As a candidate, President Joe Biden pledged to reverse what he characterized as President Donald Trump’s “reckless” stance on landmines.
The Convention on the Prohibition of the Use, Stockpiling, Production and Transfer of Anti-Personnel Mines and on Their Destruction, typically referenced as the Ottawa Convention or the Mine Ban Treaty, seeks to end the use of anti-personnel landmines worldwide. It was opened for signature on Dec. 3, 1997, and entered into force on March 1, 1999.
Today, 164 countries are party to the treaty, representing more than 80 percent of the world’s states and all NATO allies except the United States. The Ottawa Convention has won strong global support because anti-personnel landmines are indiscriminate weapons that devastate civilian communities during conflict and for decades after the conflict has ended.
Brown said that the United States “will continue to pursue materiel and operational solutions that would be compliant with and ultimately allow the United States to accede to the Ottawa Convention, while we at the same [time] ensure our ability to meet our alliance commitments.”
Pressed about when the United States could deploy an alternative weapon along the DMZ that would allow it to accede to the Ottawa Convention, Brown said that “it is being worked on, but I would have to defer you to the Department of Defense for the specific acquisition and operational capabilities of future devices.”
Currently, the United States does not maintain any active anti-personnel minefields, not even in South Korea or on the DMZ with North Korea, where the landmines are all owned by South Korea.
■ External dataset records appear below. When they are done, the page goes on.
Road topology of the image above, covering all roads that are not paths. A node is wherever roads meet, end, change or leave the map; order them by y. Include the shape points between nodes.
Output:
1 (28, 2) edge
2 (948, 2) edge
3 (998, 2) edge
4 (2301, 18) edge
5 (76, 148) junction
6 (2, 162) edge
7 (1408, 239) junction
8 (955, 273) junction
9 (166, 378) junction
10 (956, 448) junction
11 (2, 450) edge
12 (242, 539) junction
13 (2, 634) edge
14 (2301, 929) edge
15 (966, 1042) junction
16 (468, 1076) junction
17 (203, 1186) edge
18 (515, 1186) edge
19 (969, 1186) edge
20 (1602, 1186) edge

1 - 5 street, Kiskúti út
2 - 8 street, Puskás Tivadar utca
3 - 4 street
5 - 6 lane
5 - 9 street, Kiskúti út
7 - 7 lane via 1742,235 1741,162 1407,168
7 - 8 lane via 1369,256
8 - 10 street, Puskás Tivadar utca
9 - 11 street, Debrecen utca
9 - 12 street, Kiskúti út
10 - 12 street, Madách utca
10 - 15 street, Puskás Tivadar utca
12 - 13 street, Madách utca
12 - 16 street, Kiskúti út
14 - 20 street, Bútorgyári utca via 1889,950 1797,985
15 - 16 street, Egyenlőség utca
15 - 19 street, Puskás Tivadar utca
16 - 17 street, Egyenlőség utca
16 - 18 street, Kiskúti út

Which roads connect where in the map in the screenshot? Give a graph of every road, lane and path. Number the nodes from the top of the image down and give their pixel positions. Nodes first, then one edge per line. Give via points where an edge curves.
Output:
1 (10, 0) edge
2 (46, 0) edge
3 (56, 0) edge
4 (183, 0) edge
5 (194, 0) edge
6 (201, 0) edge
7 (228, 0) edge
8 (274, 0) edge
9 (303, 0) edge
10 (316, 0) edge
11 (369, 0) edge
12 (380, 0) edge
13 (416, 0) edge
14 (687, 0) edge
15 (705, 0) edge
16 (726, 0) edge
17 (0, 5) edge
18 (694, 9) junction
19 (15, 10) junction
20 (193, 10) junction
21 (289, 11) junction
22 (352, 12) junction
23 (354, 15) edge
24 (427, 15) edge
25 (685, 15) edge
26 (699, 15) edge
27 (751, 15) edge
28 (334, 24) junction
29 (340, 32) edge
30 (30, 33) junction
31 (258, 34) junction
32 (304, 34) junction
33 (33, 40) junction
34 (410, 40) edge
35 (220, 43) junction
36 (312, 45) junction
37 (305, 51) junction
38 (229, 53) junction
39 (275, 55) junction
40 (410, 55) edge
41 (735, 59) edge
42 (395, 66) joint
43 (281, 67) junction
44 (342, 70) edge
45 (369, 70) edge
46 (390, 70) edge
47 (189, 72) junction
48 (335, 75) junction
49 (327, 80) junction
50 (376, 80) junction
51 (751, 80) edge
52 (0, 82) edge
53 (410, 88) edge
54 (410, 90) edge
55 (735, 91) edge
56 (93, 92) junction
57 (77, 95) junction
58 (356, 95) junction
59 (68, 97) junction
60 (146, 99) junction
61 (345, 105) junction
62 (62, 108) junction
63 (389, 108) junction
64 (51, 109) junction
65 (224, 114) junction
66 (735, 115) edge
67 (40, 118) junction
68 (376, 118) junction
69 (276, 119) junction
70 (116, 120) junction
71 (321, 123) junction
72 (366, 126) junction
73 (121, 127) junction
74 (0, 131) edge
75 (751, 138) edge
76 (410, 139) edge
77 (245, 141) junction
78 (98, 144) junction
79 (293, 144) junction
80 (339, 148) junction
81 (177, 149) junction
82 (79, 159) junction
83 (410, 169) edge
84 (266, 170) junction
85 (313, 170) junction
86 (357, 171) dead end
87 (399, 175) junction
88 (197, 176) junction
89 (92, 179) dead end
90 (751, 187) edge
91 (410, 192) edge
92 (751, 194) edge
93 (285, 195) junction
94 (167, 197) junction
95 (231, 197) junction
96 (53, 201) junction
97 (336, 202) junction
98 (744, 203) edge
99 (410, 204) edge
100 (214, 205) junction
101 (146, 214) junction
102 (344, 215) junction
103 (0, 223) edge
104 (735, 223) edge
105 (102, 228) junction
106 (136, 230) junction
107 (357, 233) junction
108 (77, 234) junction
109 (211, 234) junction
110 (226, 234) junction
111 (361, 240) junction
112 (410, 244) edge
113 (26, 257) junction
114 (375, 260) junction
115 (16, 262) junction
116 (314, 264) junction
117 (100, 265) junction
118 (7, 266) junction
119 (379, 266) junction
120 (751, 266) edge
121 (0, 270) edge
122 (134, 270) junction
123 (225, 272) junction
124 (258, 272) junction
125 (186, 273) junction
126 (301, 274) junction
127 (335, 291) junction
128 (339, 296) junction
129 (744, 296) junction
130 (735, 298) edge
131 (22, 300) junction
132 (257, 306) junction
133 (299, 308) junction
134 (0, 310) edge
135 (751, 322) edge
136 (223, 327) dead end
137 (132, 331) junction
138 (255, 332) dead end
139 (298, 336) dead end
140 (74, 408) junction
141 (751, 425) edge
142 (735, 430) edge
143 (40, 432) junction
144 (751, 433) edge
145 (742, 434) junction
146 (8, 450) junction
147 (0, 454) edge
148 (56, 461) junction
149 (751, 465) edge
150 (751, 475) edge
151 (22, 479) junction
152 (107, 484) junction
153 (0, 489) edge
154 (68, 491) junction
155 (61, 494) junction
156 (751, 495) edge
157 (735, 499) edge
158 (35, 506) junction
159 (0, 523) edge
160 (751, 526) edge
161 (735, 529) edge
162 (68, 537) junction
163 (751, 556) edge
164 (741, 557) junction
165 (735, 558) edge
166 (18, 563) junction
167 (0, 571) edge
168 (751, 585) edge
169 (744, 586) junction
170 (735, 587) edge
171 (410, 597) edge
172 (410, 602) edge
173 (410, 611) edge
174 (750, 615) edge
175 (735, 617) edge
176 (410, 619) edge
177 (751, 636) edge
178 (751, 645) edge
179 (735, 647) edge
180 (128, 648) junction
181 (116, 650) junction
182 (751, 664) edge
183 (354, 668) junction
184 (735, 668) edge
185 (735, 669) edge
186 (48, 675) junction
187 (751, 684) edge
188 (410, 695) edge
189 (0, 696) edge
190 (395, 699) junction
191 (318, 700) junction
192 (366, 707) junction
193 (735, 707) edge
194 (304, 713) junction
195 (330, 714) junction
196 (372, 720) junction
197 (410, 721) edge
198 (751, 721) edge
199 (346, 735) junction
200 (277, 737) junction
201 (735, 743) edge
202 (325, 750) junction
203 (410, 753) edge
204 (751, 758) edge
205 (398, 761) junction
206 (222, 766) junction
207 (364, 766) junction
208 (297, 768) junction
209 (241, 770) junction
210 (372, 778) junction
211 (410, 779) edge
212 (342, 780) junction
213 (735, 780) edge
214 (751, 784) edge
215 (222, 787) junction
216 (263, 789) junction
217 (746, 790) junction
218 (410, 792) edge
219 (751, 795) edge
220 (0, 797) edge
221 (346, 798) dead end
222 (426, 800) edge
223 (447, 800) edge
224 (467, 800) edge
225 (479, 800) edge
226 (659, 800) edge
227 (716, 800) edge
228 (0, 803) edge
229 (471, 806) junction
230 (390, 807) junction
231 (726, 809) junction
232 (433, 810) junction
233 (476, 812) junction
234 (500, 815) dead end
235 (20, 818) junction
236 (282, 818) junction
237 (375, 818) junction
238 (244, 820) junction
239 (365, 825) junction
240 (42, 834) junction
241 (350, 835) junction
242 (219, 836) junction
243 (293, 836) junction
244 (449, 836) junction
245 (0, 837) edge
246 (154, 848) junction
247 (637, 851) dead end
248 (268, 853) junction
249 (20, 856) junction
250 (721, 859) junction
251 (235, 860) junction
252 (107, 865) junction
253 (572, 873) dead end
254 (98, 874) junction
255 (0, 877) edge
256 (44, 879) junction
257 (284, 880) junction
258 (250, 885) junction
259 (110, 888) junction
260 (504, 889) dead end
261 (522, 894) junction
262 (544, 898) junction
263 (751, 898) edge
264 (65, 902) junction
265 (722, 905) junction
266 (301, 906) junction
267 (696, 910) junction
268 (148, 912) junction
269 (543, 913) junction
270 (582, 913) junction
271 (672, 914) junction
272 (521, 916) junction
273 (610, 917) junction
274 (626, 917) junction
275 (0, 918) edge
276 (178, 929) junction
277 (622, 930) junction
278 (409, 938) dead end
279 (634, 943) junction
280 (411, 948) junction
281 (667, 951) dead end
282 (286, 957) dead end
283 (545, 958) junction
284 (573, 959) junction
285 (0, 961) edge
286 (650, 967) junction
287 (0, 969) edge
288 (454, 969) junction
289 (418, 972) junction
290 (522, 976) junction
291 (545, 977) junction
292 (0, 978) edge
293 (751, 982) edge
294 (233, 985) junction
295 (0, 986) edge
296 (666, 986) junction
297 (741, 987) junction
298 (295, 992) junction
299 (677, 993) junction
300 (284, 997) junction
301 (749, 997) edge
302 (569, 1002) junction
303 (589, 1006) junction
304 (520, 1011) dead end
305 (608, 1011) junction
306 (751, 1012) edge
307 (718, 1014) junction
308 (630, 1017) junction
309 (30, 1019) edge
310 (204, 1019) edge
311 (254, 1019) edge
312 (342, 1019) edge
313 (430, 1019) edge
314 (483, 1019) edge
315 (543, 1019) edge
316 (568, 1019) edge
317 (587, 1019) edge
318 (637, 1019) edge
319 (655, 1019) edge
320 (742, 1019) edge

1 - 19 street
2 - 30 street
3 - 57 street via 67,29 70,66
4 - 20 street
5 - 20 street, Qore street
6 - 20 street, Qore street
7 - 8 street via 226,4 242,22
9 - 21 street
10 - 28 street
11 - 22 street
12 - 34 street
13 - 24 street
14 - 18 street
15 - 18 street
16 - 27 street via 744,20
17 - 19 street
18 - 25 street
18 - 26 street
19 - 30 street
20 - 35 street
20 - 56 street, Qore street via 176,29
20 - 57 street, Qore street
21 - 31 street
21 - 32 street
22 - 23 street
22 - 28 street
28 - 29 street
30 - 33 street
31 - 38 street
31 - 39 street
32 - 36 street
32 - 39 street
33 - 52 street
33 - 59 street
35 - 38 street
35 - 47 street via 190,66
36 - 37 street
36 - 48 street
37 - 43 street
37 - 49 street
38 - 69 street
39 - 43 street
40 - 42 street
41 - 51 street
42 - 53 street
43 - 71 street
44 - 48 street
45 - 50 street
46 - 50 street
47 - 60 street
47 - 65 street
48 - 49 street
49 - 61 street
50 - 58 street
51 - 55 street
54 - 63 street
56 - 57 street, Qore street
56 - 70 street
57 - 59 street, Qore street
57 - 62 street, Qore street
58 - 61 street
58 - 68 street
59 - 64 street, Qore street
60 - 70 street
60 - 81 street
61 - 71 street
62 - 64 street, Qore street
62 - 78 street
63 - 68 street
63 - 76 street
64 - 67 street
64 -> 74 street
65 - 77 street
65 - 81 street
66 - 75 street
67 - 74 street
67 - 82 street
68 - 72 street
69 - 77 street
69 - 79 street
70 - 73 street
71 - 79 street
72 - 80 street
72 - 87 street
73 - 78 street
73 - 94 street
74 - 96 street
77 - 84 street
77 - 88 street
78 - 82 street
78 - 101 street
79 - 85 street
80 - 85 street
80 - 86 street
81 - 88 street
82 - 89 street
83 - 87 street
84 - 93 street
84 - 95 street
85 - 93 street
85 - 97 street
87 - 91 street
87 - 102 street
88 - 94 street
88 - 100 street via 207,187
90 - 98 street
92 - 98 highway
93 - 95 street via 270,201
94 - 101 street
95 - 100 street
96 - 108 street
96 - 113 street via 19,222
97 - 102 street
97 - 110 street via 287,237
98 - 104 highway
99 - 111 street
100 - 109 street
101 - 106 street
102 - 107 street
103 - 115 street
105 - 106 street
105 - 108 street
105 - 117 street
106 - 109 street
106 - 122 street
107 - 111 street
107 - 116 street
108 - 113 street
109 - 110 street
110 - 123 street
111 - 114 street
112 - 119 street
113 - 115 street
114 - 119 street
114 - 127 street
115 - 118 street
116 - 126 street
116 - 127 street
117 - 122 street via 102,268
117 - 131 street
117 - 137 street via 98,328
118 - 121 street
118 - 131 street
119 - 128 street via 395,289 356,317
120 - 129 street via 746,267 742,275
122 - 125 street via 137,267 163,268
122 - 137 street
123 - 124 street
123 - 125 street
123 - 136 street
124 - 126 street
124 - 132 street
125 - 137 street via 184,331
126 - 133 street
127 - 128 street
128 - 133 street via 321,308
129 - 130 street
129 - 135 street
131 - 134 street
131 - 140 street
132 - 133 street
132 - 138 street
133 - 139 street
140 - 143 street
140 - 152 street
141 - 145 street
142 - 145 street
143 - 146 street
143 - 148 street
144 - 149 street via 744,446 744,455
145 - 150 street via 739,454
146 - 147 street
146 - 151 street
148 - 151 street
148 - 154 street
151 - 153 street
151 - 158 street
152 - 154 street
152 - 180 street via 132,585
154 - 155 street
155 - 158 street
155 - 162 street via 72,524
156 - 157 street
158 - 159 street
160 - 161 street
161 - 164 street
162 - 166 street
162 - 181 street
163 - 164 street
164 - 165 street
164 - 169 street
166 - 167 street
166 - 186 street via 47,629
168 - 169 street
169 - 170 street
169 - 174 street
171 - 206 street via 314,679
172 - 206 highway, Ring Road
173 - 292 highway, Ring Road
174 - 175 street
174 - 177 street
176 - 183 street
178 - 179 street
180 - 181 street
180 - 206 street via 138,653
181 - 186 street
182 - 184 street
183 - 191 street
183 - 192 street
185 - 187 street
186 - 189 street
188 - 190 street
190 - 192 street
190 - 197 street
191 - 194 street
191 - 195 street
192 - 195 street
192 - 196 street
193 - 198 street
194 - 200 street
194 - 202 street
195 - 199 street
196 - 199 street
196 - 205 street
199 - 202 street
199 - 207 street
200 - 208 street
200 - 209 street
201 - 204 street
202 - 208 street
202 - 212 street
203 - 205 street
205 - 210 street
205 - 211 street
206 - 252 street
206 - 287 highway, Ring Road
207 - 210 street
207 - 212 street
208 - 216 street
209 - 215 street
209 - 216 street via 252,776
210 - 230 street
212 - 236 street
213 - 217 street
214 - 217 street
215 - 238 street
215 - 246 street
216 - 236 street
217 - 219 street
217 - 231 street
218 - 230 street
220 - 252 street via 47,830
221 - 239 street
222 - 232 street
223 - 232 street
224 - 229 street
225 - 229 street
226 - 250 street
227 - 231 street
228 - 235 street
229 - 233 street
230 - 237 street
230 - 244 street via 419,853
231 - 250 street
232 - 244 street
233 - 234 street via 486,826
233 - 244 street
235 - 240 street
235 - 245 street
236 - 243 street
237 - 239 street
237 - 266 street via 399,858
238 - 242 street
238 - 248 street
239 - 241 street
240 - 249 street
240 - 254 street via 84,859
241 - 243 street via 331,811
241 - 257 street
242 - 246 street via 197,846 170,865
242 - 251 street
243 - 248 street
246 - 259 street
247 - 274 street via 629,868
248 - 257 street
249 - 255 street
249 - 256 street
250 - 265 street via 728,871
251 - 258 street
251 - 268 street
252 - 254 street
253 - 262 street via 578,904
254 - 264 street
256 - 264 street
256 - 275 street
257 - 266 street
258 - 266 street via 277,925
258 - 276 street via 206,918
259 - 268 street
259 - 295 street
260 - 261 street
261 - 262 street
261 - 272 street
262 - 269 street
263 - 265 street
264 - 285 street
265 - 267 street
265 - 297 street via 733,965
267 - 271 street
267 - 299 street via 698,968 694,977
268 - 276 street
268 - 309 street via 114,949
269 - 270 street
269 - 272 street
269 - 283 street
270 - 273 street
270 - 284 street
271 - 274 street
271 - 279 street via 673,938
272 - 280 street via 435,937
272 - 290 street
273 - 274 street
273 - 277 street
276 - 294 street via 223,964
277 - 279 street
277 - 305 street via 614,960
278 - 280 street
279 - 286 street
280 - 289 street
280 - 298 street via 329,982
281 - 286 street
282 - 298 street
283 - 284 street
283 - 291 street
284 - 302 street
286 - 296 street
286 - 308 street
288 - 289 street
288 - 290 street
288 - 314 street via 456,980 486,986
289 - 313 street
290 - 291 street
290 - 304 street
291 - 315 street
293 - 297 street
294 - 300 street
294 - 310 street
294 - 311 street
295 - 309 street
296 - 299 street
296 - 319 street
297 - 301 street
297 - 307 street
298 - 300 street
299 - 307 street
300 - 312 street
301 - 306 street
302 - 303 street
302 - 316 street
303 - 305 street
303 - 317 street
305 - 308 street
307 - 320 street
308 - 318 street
According to the U.S. State Department, the United States has roughly three million anti-personnel landmines, which are defined as victim-activated. Aside from a single use in Afghanistan in 2002, the United States has not used these weapons since the Persian Gulf War in 1991.
“The administration’s policy stands in a sharp contrast to Russia’s actions in Ukraine, where there’s compelling evidence that Russian forces are using explosive munitions, including landmines, in an irresponsible manner which is causing extensive harm to civilians and damage to vital civilian infrastructure there,” Brown said. Russia is not party to the Mine Ban Treaty but Ukraine is.
The United States recently transferred Claymore mines to Ukraine. They are command-detonated weapons, meaning they tend to be less lethal to civilians. The Ottawa Convention outlaws landmines that are victim activated.
The U.S. Campaign to Ban Landmines welcomed the policy adjustment, calling it “an important first step toward the ultimate goal of the United States joining the Mine Ban Treaty and banning the use, production, and transfer of anti-personnel landmines worldwide.”
States-parties to the Ottawa Convention, including Germany, Norway, and Spain, and Switzerland, praised the Biden policy adjustment in statements delivered at Mine Ban Treaty meetings in Geneva in late June, which the United States attended as an observer and used as a venue to announce its new policy.
Norway’s delegation, in a tweet on June 21, said, “Norway warmly welcomes the United States new landmine policy, bringing [it] in closer alignment with the requirements of the Mine Ban Treaty, and an important step toward possible accession.” The German delegation called it an “important step to achieve a mine-free world and universalization of the Ottawa Convention.”